AIM OF THE EXERCISE:
Write the records out again exactly as they read, dropping any picture they hold.

-- PROVIDED RECORDS follows --

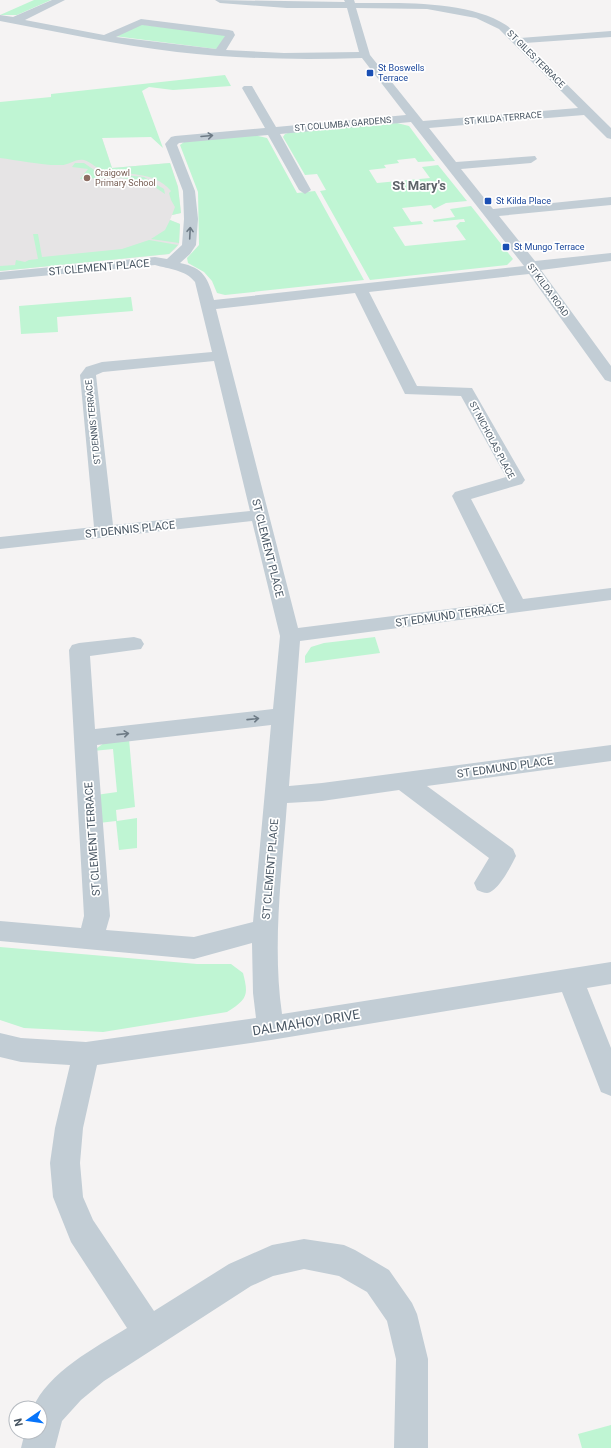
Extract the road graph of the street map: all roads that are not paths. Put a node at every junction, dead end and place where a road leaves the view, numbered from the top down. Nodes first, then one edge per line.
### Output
1 (60, 0) edge
2 (220, 0) edge
3 (349, 3) edge
4 (0, 18) edge
5 (14, 21) junction
6 (611, 34) edge
7 (105, 38) junction
8 (517, 41) junction
9 (219, 52) junction
10 (365, 55) junction
11 (236, 95) dead end
12 (587, 111) junction
13 (417, 121) junction
14 (611, 121) edge
15 (598, 122) junction
16 (272, 130) junction
17 (611, 135) edge
18 (531, 159) dead end
19 (453, 166) junction
20 (305, 190) dead end
21 (611, 201) edge
22 (490, 213) junction
23 (611, 257) edge
24 (170, 264) junction
25 (533, 267) junction
26 (0, 276) edge
27 (360, 288) junction
28 (208, 304) junction
29 (220, 356) junction
30 (611, 377) edge
31 (260, 515) junction
32 (104, 532) junction
33 (0, 543) edge
34 (611, 594) edge
35 (516, 606) junction
36 (290, 636) junction
37 (134, 644) dead end
38 (283, 716) junction
39 (85, 738) junction
40 (610, 754) edge
41 (403, 781) junction
42 (276, 795) junction
43 (486, 883) dead end
44 (265, 929) junction
45 (0, 931) edge
46 (90, 939) junction
47 (611, 973) edge
48 (571, 980) junction
49 (271, 1028) junction
50 (0, 1045) edge
51 (86, 1054) junction
52 (611, 1083) edge
53 (148, 1332) junction
54 (38, 1448) edge
55 (411, 1448) edge

1 - 5 street
2 - 3 street, ST GILES TERRACE
3 - 8 street, ST GILES TERRACE
3 - 10 street, ST KILDA ROAD
4 - 5 street
5 - 7 street
6 - 8 street
7 - 9 street
7 - 9 street
8 - 12 street, ST GILES TERRACE
9 - 10 street
10 - 13 street, ST KILDA ROAD
11 - 16 street
12 - 13 street, ST KILDA TERRACE
12 - 15 street, ST GILES TERRACE
13 - 16 street, ST COLUMBA GARDENS
13 - 19 street, ST KILDA ROAD
14 - 15 street
15 - 17 street, ST GILES TERRACE
16 - 20 street
24 -> 16 street, ST COLUMBA GARDENS
18 - 19 street
19 - 22 street, ST KILDA ROAD
21 - 22 street
22 - 25 street, ST KILDA ROAD
23 - 25 street
24 - 26 street, ST CLEMENT PLACE
24 - 28 street, ST CLEMENT PLACE
25 - 27 street
25 - 30 street, ST KILDA ROAD
27 - 28 street
27 - 35 street, ST NICHOLAS PLACE
28 - 29 street, ST CLEMENT PLACE
29 - 31 street, ST CLEMENT PLACE
29 - 32 street, ST DENNIS TERRACE
31 - 32 street, ST DENNIS PLACE
31 - 36 street, ST CLEMENT PLACE
32 - 33 street, ST DENNIS PLACE
34 - 35 street, ST EDMUND TERRACE
35 - 36 street, ST EDMUND TERRACE
36 - 38 street, ST CLEMENT PLACE
37 - 39 street, ST CLEMENT TERRACE
39 -> 38 street
38 - 42 street, ST CLEMENT PLACE
39 - 46 street, ST CLEMENT TERRACE
40 - 41 street, ST EDMUND PLACE
41 - 42 street, ST EDMUND PLACE
41 - 43 street
42 - 44 street, ST CLEMENT PLACE
44 - 46 street
44 - 49 street, ST CLEMENT PLACE
45 - 46 street
47 - 48 street, DALMAHOY DRIVE
48 - 49 street, DALMAHOY DRIVE
48 - 52 street
49 - 51 street, DALMAHOY DRIVE
50 - 51 street, DALMAHOY DRIVE
51 - 53 street
53 - 54 street
53 - 55 street

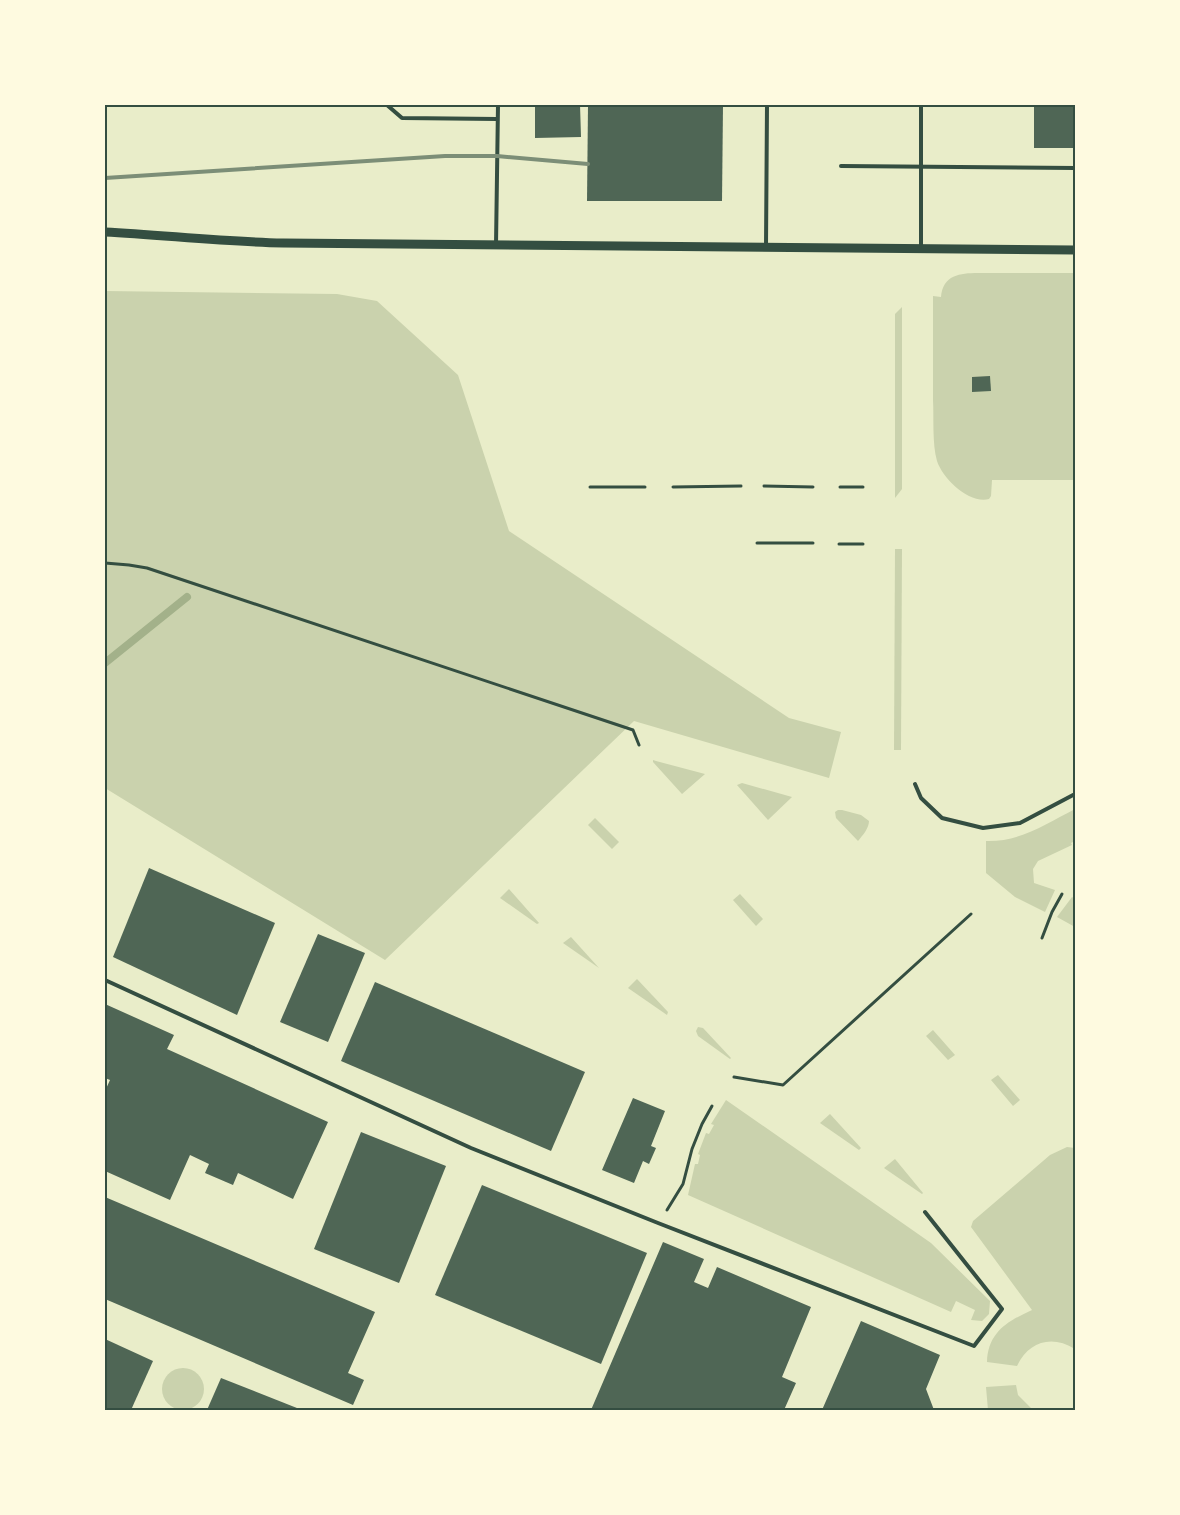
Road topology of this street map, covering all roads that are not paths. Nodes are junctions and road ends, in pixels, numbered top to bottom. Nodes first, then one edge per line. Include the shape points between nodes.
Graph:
1 (387, 105) edge
2 (498, 105) edge
3 (767, 105) edge
4 (920, 105) edge
5 (497, 118) junction
6 (841, 166) dead end
7 (921, 167) junction
8 (1075, 168) edge
9 (105, 232) edge
10 (496, 245) junction
11 (766, 248) junction
12 (921, 249) junction
13 (1075, 250) edge
14 (914, 784) dead end
15 (1075, 794) edge
16 (105, 980) edge
17 (925, 1212) dead end

1 - 5 lane via 402,118
2 - 5 lane
3 - 11 lane
4 - 7 lane
5 - 10 lane
6 - 7 lane
7 - 8 lane
7 - 12 lane
9 - 10 street via 237,242
10 - 11 street
11 - 12 street
12 - 13 street
14 - 15 lane via 921,798 942,818 982,828 1020,823
16 - 17 lane via 472,1148 974,1346 1002,1309

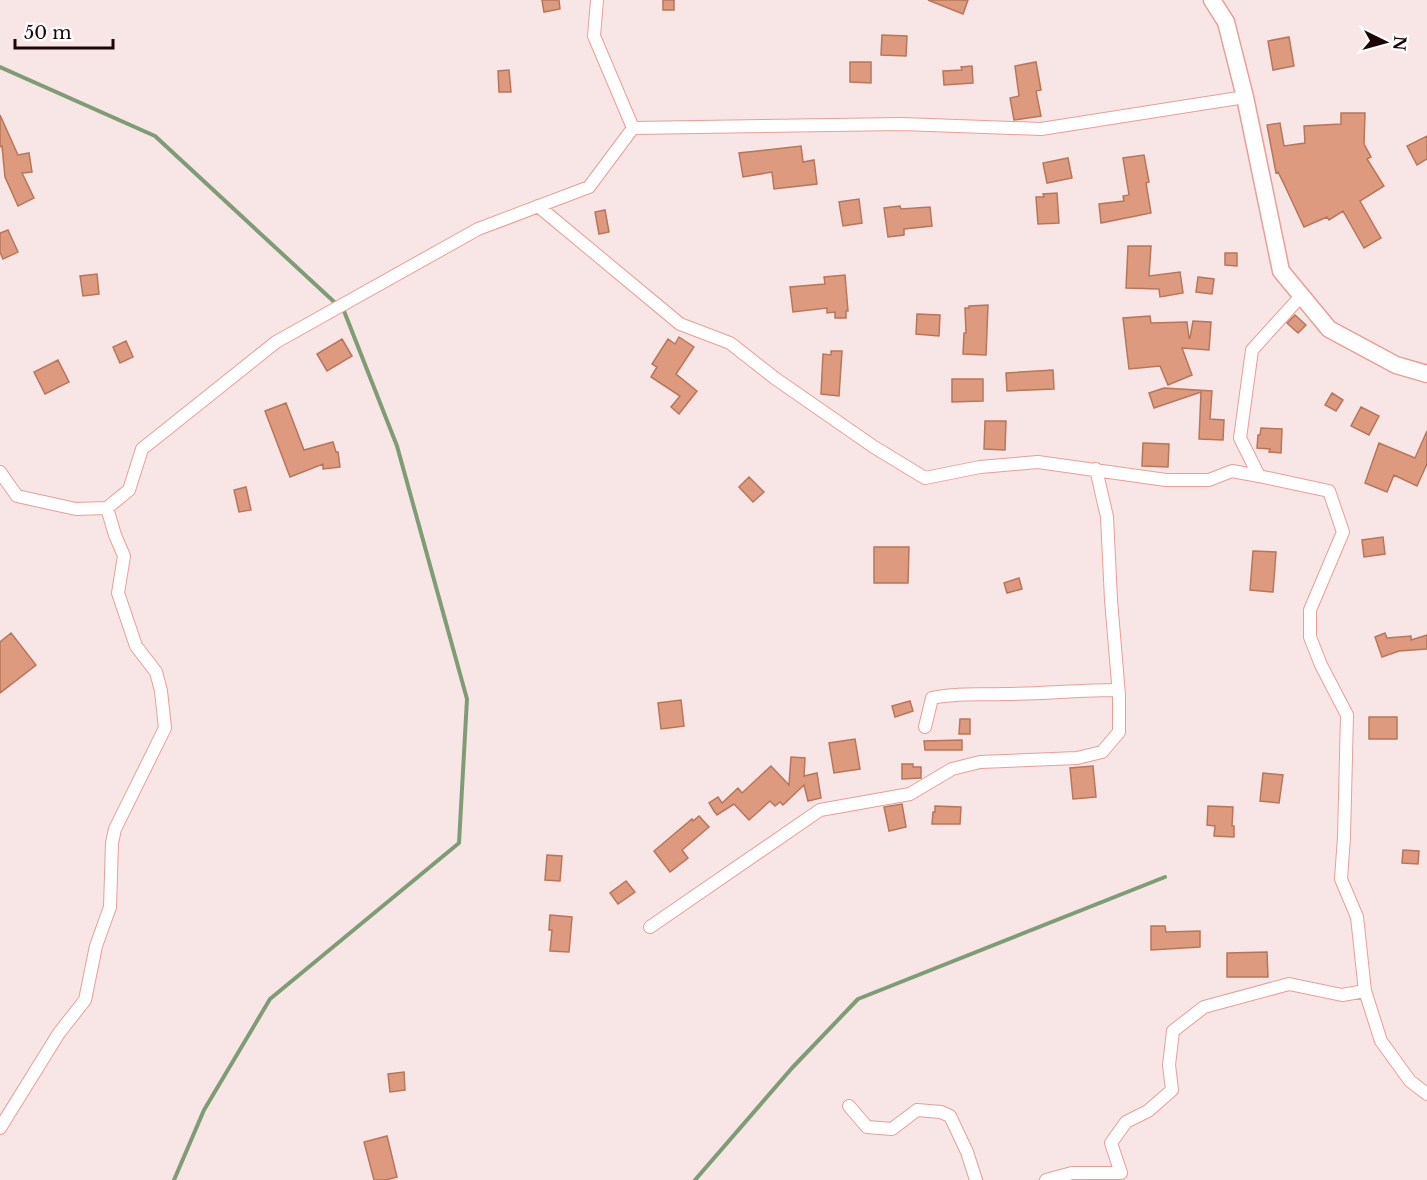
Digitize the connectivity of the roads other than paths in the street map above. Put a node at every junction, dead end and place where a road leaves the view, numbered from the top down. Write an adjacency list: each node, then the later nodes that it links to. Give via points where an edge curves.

-- PROVIDED RECORDS concluded --

FINAL ANSWER:
Extract the road graph of the street map: all roads that are not paths. Put a node at every junction, dead end and place where a road leaves the view, numbered from the top down. Nodes first, then one edge per line.
### Output
1 (60, 0) edge
2 (220, 0) edge
3 (349, 3) edge
4 (0, 18) edge
5 (14, 21) junction
6 (611, 34) edge
7 (105, 38) junction
8 (517, 41) junction
9 (219, 52) junction
10 (365, 55) junction
11 (236, 95) dead end
12 (587, 111) junction
13 (417, 121) junction
14 (611, 121) edge
15 (598, 122) junction
16 (272, 130) junction
17 (611, 135) edge
18 (531, 159) dead end
19 (453, 166) junction
20 (305, 190) dead end
21 (611, 201) edge
22 (490, 213) junction
23 (611, 257) edge
24 (170, 264) junction
25 (533, 267) junction
26 (0, 276) edge
27 (360, 288) junction
28 (208, 304) junction
29 (220, 356) junction
30 (611, 377) edge
31 (260, 515) junction
32 (104, 532) junction
33 (0, 543) edge
34 (611, 594) edge
35 (516, 606) junction
36 (290, 636) junction
37 (134, 644) dead end
38 (283, 716) junction
39 (85, 738) junction
40 (610, 754) edge
41 (403, 781) junction
42 (276, 795) junction
43 (486, 883) dead end
44 (265, 929) junction
45 (0, 931) edge
46 (90, 939) junction
47 (611, 973) edge
48 (571, 980) junction
49 (271, 1028) junction
50 (0, 1045) edge
51 (86, 1054) junction
52 (611, 1083) edge
53 (148, 1332) junction
54 (38, 1448) edge
55 (411, 1448) edge

1 - 5 street
2 - 3 street, ST GILES TERRACE
3 - 8 street, ST GILES TERRACE
3 - 10 street, ST KILDA ROAD
4 - 5 street
5 - 7 street
6 - 8 street
7 - 9 street
7 - 9 street
8 - 12 street, ST GILES TERRACE
9 - 10 street
10 - 13 street, ST KILDA ROAD
11 - 16 street
12 - 13 street, ST KILDA TERRACE
12 - 15 street, ST GILES TERRACE
13 - 16 street, ST COLUMBA GARDENS
13 - 19 street, ST KILDA ROAD
14 - 15 street
15 - 17 street, ST GILES TERRACE
16 - 20 street
24 -> 16 street, ST COLUMBA GARDENS
18 - 19 street
19 - 22 street, ST KILDA ROAD
21 - 22 street
22 - 25 street, ST KILDA ROAD
23 - 25 street
24 - 26 street, ST CLEMENT PLACE
24 - 28 street, ST CLEMENT PLACE
25 - 27 street
25 - 30 street, ST KILDA ROAD
27 - 28 street
27 - 35 street, ST NICHOLAS PLACE
28 - 29 street, ST CLEMENT PLACE
29 - 31 street, ST CLEMENT PLACE
29 - 32 street, ST DENNIS TERRACE
31 - 32 street, ST DENNIS PLACE
31 - 36 street, ST CLEMENT PLACE
32 - 33 street, ST DENNIS PLACE
34 - 35 street, ST EDMUND TERRACE
35 - 36 street, ST EDMUND TERRACE
36 - 38 street, ST CLEMENT PLACE
37 - 39 street, ST CLEMENT TERRACE
39 -> 38 street
38 - 42 street, ST CLEMENT PLACE
39 - 46 street, ST CLEMENT TERRACE
40 - 41 street, ST EDMUND PLACE
41 - 42 street, ST EDMUND PLACE
41 - 43 street
42 - 44 street, ST CLEMENT PLACE
44 - 46 street
44 - 49 street, ST CLEMENT PLACE
45 - 46 street
47 - 48 street, DALMAHOY DRIVE
48 - 49 street, DALMAHOY DRIVE
48 - 52 street
49 - 51 street, DALMAHOY DRIVE
50 - 51 street, DALMAHOY DRIVE
51 - 53 street
53 - 54 street
53 - 55 street

Road topology of this street map, covering all roads that are not paths. Nodes are junctions and road ends, in pixels, numbered top to bottom. Nodes first, then one edge per line. Include the shape points between nodes.
Graph:
1 (387, 105) edge
2 (498, 105) edge
3 (767, 105) edge
4 (920, 105) edge
5 (497, 118) junction
6 (841, 166) dead end
7 (921, 167) junction
8 (1075, 168) edge
9 (105, 232) edge
10 (496, 245) junction
11 (766, 248) junction
12 (921, 249) junction
13 (1075, 250) edge
14 (914, 784) dead end
15 (1075, 794) edge
16 (105, 980) edge
17 (925, 1212) dead end

1 - 5 lane via 402,118
2 - 5 lane
3 - 11 lane
4 - 7 lane
5 - 10 lane
6 - 7 lane
7 - 8 lane
7 - 12 lane
9 - 10 street via 237,242
10 - 11 street
11 - 12 street
12 - 13 street
14 - 15 lane via 921,798 942,818 982,828 1020,823
16 - 17 lane via 472,1148 974,1346 1002,1309

Digitize the connectivity of the roads other than paths in the street map above. Put a node at every junction, dead end and place where a road leaves the view, numbered from the top down. Write an adjacency list: each node, then the later nodes that it links to. Give via points where an edge curves.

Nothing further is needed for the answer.